News & Analysis
Interoperable ZigBee platforms roll
Patrick Mannion
4/11/2005 9:00 AM EDT
"We've been testing with each other since December 2003," said Bob Heile, chairman of the ZigBee Alliance, "and now we're coming out of the gate with four platforms with the full [IEEE 802.15.4] radio and ZigBee stack the complete platform." The platforms are from CompXs Inc., Ember Corp., Chipcon Inc. and Freescale Semiconductor Inc. The latter two use a ZigBee protocol stack from Figure 8 Wireless, which Chipcon acquired in January.
"This is tremendously important," said Jon Adams, director of radio technology for the Wireless and Mobile Systems Group of Freescale Semiconductor (Tempe, Ariz.). "We can now actually get ZigBee-compliant platforms out to developers."
Heile said the ZigBee Alliance's testing went up to right below the applications layer; applications testing is a goal for the second quarter. "We didn't test the profiles yet, but that's much simpler to accomplish there are far fewer variables," he said. The lead profile is lighting, which Heile said is already done. Others to follow include HVAC, security, home automation and industrial process control.
ZigBee is not alone in targeting the lighting and home automation markets. In January, Zensys AS disclosed formation of the Z-Wave Alliance around its proprietary 900-MHz wireless technology. ZigBee operates in sub-1-GHz and 2.45-GHz bands.
Raoul Wijgergangs, vice president of business development for Zensys (Upper Saddle River, N.J.), claimed that Z-Wave has already cornered the lighting and home automation markets because of its lower cost, lower complexity and better range than ZigBee. "We have partnerships with Leviton, Danfoss, Honeywell and UEI," he said, referring to leading switch and home automation vendors. "All that's left is [switch maker] Lutron [Electronics] and they're doing their own system. There's no one left for ZigBee they're not in the ecosystem, and it's going to be incredibly difficult to get a foothold."
Adams of Freescale disagreed. "The early market for home automation is a cottage industry," he said. "No one company has pulled all the pieces together, including Zensys."

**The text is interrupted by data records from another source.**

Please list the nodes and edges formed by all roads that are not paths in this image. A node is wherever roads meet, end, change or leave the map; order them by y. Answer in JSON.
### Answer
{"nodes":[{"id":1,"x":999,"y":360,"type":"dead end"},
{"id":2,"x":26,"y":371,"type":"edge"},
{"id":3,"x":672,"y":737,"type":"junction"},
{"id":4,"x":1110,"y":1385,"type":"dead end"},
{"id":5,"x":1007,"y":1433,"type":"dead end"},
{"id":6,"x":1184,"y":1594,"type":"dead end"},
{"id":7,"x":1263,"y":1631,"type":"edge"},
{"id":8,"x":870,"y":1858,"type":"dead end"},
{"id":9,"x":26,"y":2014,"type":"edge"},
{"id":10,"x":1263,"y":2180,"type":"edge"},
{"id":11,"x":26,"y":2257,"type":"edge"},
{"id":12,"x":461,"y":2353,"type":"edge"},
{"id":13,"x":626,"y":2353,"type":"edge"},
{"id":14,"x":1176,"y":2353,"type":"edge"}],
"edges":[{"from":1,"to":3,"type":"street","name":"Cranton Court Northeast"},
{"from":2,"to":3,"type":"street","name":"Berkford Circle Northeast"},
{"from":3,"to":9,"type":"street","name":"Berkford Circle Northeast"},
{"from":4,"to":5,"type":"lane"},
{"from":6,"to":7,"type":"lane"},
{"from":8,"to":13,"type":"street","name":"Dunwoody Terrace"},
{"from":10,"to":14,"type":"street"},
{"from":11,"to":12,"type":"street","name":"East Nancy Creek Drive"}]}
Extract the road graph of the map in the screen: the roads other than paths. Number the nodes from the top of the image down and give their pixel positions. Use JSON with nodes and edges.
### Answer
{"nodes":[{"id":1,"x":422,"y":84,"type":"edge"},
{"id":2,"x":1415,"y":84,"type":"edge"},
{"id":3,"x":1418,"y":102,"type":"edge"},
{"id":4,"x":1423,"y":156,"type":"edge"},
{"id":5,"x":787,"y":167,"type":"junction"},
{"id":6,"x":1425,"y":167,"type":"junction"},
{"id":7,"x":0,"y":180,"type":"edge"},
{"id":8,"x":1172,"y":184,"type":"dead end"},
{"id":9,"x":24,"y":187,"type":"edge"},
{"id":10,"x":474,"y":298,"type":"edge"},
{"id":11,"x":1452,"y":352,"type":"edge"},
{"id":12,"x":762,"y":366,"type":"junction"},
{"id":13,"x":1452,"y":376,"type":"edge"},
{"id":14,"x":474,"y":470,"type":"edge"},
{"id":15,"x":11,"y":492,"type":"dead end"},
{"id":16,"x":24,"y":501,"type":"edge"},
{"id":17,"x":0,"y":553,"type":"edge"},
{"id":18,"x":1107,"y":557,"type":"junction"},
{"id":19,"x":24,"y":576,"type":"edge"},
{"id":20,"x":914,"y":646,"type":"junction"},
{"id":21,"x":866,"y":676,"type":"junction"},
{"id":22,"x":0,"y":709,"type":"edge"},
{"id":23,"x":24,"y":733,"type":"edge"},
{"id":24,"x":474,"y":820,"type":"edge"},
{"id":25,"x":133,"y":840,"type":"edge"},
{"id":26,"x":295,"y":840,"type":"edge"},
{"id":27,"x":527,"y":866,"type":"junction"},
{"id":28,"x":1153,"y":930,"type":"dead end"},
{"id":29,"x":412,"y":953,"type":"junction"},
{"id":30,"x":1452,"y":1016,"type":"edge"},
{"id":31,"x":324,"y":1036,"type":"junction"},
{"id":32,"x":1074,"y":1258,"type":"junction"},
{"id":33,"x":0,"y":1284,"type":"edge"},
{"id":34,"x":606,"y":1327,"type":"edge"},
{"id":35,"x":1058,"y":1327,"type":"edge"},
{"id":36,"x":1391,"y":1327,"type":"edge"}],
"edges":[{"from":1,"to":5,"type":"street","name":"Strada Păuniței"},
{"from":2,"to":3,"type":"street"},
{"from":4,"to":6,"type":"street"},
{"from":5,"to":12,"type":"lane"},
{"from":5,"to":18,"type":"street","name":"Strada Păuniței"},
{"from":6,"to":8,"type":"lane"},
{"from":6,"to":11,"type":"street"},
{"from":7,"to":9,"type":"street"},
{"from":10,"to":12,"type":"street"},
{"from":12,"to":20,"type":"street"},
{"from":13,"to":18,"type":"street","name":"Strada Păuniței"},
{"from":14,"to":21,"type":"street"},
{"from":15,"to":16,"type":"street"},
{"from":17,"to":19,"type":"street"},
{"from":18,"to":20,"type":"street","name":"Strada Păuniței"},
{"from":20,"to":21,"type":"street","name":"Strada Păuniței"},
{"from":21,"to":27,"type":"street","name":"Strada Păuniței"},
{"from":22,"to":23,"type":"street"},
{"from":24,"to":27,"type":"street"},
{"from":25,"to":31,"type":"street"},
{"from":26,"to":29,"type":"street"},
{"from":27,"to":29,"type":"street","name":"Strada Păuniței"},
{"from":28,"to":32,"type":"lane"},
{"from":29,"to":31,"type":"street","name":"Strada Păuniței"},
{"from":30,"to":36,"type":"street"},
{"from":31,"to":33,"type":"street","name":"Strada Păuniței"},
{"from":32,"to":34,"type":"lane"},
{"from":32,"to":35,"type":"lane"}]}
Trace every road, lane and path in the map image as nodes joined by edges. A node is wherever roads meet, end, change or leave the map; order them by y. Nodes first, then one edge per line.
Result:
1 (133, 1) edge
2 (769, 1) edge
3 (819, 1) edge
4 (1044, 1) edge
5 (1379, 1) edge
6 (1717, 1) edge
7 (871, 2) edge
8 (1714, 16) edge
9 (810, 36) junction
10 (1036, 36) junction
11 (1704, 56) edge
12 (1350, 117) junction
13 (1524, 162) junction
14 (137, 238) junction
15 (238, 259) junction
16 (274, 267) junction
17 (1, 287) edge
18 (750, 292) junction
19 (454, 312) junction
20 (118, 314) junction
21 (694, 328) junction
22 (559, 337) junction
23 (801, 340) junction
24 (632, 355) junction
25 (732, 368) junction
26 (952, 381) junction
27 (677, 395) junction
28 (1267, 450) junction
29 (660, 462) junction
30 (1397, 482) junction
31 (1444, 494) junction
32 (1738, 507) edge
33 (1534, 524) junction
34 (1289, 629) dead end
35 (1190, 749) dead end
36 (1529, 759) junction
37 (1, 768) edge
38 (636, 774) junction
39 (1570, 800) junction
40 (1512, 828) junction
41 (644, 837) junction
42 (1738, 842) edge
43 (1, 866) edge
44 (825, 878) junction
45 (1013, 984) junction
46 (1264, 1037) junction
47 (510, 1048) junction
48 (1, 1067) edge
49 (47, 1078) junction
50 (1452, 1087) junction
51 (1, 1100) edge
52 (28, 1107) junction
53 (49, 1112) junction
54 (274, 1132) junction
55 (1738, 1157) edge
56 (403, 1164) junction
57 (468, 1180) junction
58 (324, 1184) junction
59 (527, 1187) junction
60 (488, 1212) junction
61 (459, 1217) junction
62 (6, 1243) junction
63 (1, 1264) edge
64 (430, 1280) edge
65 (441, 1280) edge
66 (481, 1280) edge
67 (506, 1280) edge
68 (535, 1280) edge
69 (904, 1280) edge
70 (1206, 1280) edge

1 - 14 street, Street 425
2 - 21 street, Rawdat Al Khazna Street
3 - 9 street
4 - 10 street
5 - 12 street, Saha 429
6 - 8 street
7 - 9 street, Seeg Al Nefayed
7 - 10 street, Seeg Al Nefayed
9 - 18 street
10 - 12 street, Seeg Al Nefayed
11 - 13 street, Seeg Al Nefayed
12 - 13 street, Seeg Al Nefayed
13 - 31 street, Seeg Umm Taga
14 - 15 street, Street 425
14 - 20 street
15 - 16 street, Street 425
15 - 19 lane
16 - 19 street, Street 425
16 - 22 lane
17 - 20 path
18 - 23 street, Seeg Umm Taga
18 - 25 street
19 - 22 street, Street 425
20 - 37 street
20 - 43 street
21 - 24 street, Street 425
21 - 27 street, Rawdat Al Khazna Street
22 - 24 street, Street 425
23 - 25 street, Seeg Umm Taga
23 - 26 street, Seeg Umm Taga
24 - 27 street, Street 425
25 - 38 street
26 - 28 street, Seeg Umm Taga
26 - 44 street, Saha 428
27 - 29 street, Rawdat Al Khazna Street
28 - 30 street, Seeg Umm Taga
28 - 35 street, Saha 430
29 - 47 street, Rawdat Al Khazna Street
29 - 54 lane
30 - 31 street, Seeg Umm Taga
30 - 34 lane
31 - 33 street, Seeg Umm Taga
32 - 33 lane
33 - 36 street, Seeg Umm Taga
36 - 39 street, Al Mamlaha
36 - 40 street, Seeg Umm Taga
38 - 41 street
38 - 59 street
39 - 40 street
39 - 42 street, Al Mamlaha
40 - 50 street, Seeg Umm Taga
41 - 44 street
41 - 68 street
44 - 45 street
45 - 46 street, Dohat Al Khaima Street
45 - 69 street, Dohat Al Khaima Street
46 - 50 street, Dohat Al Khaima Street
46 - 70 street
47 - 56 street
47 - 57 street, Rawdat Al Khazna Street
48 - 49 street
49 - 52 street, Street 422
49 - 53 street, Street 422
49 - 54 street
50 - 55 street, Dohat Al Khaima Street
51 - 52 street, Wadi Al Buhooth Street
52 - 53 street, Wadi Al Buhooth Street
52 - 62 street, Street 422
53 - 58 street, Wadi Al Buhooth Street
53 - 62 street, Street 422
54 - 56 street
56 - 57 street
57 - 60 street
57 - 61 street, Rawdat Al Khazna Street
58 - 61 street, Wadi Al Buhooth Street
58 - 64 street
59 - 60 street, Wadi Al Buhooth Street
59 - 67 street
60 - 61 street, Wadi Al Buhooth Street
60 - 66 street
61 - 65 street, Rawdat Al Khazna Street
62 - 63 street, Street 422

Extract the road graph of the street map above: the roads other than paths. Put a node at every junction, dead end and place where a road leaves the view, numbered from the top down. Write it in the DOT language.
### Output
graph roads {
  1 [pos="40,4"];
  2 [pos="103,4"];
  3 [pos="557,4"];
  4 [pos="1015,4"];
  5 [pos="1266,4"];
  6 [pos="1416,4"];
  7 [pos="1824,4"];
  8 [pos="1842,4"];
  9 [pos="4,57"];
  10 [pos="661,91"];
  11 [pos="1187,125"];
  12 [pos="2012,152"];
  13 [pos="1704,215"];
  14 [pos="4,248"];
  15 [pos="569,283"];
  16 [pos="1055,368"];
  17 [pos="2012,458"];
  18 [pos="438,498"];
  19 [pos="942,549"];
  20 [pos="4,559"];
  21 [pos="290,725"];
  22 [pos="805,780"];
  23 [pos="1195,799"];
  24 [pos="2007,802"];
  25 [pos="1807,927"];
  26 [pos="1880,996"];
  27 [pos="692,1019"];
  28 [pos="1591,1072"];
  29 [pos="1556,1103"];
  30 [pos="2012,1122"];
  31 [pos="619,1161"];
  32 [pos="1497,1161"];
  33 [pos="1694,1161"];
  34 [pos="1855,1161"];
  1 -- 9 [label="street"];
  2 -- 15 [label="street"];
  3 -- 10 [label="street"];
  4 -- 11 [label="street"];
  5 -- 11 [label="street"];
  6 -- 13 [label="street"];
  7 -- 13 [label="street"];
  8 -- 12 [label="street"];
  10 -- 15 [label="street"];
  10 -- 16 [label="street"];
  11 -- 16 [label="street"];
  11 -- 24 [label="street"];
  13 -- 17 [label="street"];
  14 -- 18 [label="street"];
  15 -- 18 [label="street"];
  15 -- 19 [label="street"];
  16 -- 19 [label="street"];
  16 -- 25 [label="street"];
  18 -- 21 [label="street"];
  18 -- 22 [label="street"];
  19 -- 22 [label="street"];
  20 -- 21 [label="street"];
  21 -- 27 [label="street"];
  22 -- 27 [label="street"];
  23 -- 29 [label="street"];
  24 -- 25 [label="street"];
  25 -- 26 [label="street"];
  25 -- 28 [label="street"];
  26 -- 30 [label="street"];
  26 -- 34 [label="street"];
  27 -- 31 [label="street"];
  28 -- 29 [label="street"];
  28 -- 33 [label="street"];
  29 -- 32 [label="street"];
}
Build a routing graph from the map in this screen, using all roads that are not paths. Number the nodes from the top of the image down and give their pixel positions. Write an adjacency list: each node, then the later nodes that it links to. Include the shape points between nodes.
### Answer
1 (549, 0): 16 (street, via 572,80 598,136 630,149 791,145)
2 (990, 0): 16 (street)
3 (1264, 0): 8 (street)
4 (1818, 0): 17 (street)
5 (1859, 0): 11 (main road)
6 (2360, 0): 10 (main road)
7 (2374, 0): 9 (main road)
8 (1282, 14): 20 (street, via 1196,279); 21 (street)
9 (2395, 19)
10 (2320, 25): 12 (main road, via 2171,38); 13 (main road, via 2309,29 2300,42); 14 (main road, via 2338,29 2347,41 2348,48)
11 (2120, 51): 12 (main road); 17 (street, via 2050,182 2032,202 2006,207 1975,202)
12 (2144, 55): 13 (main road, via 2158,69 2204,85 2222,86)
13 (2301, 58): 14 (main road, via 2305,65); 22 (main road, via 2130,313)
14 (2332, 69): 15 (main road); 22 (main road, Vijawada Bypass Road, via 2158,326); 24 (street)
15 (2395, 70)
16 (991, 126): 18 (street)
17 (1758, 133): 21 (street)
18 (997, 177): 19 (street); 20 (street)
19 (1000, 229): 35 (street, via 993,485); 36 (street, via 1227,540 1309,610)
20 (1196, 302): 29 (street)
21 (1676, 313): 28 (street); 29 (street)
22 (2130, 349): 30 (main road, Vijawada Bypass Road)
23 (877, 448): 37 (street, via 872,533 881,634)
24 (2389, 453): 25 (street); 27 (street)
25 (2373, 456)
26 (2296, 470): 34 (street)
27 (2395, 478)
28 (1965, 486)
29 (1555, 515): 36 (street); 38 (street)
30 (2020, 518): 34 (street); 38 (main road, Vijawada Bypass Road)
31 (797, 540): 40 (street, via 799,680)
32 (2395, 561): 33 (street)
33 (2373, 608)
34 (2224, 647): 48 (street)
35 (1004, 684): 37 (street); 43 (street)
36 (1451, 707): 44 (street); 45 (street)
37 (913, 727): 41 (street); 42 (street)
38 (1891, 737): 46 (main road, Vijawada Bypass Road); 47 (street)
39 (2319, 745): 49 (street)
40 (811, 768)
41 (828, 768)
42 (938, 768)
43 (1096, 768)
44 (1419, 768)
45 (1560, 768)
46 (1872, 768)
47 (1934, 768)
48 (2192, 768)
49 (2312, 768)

"There will always be an ultralow-end play for Zensys," said Heile, acknowledging Z-Wave's less-complex protocol stack, "but we have multiple companies shipping silicon and they don't." Wijgergangs countered by saying that a number of major semiconductor suppliers will announce Z-Wave support in the coming months. Zensys has been shipping "interoperable" silicon for a year, he added.
"We shipped a half million chips in 2004, we have 70 [distinct product lines] and will have 250 by year's end," he said. In addition, he noted that the company is about to announce its second-generation technology, which will be a full system-on-chip that requires only 15 external components for a finished design.
With pricing under $3, Wijgergangs claimed a lower price point than ZigBee's. Heile put ZigBee pricing at under $5 per module. "But that assumes a full implementation," Heile said, noting that it's possible to scale back the stack and media-access control to what he called a "mini-MAC" or "mini-stack."
Adams put the price of Freescale's chips at $3.26 in volume. "And we operate at 250 kbits/second, while Zensys is at 9.6 kbaud 1/25 of our rate," he added.
With four platforms now tested, Heile said he expects the figure to jump quickly to six or seven.